_To do_. Of all the lines in the entries, how many carry the word "stream"? The reply is that number and no more.

<<<<

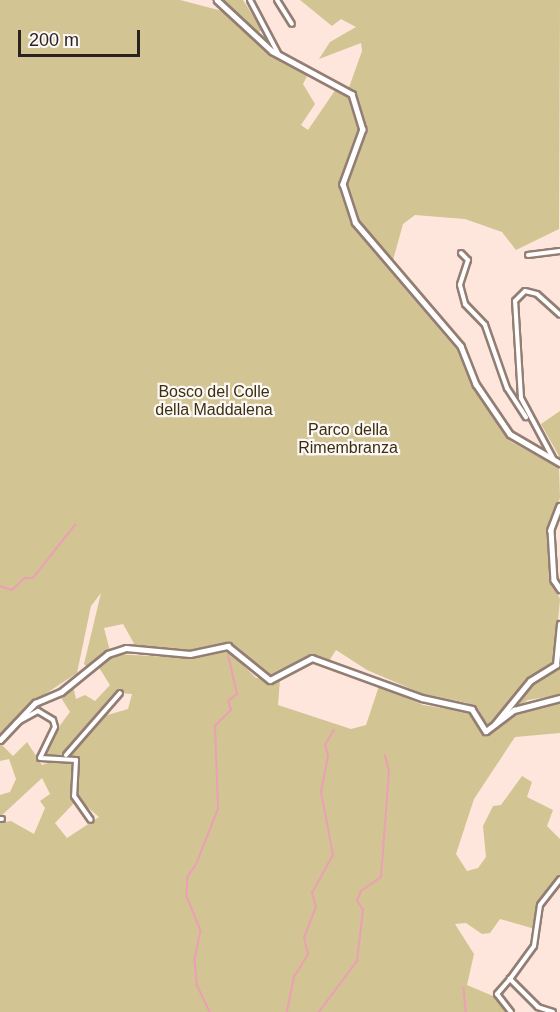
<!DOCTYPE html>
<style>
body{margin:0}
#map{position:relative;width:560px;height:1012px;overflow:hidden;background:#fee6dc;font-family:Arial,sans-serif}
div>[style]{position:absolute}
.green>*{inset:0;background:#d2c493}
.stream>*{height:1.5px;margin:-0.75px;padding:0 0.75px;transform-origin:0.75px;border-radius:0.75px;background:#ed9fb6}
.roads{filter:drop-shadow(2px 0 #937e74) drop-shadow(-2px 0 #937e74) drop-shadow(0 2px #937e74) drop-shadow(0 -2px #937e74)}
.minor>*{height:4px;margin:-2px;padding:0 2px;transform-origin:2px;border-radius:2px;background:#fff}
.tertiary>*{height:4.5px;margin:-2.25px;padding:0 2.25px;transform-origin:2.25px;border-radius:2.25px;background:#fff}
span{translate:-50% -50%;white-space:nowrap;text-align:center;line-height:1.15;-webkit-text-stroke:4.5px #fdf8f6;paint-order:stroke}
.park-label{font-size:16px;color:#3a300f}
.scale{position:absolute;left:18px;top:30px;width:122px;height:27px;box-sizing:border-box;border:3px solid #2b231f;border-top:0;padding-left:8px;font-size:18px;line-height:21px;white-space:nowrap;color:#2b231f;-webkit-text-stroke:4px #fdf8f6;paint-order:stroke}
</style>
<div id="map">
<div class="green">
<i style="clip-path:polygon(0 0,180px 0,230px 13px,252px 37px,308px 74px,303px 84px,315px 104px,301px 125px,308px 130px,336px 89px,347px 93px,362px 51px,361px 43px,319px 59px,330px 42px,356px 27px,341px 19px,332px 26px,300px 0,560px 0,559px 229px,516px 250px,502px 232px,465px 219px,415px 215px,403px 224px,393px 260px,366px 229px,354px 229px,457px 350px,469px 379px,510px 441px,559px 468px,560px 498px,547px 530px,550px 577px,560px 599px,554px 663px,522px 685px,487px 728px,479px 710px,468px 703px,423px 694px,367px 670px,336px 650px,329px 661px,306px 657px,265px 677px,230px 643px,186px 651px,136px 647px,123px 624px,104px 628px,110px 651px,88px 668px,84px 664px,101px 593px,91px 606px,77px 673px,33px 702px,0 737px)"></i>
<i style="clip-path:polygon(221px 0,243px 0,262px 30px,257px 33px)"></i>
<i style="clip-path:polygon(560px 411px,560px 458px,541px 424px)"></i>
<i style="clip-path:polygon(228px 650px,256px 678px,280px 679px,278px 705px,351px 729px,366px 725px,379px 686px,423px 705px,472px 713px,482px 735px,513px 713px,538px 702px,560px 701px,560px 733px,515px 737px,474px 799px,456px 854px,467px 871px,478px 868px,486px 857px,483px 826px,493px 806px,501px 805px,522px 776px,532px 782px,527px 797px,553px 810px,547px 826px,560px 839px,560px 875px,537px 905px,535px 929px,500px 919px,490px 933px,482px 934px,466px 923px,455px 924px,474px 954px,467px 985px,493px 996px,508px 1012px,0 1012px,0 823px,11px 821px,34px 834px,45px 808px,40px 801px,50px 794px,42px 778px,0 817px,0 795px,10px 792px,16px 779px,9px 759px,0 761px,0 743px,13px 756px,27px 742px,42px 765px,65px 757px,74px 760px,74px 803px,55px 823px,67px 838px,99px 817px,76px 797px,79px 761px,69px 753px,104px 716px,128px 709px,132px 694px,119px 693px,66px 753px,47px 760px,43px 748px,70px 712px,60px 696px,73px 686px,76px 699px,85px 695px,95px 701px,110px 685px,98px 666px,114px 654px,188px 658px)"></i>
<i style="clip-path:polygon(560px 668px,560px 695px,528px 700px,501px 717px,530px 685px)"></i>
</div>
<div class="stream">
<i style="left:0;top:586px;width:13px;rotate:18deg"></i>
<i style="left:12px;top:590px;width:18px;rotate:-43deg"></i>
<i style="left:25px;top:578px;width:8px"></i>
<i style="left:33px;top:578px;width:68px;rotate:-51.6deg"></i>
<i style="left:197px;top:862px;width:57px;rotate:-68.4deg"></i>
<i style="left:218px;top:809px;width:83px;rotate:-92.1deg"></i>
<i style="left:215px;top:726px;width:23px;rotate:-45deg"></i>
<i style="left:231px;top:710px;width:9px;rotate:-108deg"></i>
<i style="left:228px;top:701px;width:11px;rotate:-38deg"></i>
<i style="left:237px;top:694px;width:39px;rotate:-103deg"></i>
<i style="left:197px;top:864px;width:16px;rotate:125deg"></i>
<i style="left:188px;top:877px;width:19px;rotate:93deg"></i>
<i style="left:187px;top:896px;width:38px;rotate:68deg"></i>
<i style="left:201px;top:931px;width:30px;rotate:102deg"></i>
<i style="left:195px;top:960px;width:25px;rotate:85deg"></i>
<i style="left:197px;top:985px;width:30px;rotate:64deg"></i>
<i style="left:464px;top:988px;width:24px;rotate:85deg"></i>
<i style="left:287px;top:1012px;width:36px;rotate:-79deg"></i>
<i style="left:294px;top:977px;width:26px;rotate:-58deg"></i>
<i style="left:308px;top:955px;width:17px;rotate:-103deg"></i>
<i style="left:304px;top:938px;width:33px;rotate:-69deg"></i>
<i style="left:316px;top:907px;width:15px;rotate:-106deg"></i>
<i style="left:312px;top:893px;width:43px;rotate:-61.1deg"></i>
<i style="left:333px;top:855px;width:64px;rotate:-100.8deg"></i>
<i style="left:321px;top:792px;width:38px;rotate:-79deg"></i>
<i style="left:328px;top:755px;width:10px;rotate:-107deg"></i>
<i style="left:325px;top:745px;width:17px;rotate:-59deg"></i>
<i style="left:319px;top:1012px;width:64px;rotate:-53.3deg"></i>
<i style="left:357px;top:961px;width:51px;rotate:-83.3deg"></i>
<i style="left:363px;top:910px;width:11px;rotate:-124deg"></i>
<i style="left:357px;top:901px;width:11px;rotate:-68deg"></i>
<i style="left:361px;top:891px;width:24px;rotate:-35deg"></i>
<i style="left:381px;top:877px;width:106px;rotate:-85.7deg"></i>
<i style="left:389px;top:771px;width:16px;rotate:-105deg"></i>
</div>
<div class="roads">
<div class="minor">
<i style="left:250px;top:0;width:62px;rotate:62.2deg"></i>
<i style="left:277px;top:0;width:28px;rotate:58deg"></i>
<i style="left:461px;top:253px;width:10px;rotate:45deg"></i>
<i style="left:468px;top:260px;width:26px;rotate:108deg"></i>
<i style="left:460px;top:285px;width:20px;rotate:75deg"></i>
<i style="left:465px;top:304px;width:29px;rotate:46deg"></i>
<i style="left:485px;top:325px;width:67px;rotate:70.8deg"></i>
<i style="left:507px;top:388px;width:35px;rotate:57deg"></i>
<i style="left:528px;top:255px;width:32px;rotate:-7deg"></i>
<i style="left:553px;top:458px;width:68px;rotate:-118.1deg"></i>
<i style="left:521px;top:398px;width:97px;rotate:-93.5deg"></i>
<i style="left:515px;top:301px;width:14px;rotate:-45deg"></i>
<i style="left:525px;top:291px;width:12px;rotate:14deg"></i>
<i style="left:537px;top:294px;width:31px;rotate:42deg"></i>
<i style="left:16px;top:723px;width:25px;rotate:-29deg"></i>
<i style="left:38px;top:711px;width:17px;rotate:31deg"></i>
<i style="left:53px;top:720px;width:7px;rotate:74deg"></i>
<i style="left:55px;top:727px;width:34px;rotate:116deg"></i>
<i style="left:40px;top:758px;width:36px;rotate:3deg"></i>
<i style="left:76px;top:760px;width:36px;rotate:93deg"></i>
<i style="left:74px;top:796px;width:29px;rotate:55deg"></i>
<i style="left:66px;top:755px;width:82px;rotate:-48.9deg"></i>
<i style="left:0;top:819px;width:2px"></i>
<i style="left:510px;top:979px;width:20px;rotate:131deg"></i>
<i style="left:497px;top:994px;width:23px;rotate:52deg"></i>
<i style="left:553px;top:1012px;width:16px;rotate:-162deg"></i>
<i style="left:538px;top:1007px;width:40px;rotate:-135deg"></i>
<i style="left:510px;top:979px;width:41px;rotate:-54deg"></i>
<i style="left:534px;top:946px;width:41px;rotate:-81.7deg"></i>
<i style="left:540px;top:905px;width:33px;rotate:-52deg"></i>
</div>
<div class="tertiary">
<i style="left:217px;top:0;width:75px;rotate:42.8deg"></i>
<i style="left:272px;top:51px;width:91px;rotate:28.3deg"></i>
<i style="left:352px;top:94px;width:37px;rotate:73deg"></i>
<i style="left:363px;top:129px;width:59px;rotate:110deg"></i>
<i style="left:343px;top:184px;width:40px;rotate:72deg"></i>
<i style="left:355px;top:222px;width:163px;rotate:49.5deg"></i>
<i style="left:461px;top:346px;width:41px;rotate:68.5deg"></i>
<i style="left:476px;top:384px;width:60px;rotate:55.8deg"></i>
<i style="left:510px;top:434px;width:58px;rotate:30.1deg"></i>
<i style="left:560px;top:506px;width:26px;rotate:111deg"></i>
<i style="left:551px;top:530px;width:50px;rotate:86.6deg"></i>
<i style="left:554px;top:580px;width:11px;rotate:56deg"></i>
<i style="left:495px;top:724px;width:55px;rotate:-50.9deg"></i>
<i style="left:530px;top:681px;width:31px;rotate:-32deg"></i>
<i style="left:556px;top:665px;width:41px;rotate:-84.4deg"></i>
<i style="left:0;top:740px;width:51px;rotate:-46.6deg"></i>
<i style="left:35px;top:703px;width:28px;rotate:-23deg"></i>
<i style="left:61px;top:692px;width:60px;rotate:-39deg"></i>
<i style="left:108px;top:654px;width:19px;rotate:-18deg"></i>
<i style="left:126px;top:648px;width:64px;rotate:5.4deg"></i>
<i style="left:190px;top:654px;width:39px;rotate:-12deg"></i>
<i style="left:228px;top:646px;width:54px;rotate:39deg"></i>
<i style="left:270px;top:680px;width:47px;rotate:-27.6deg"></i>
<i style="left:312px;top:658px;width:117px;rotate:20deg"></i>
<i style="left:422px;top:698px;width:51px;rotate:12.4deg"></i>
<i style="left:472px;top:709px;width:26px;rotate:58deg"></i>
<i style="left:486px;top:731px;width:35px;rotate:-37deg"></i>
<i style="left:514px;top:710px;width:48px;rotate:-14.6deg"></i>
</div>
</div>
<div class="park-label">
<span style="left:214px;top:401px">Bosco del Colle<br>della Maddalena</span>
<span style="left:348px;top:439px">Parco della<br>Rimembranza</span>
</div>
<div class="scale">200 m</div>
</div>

>>>>

_Result of the task_. 2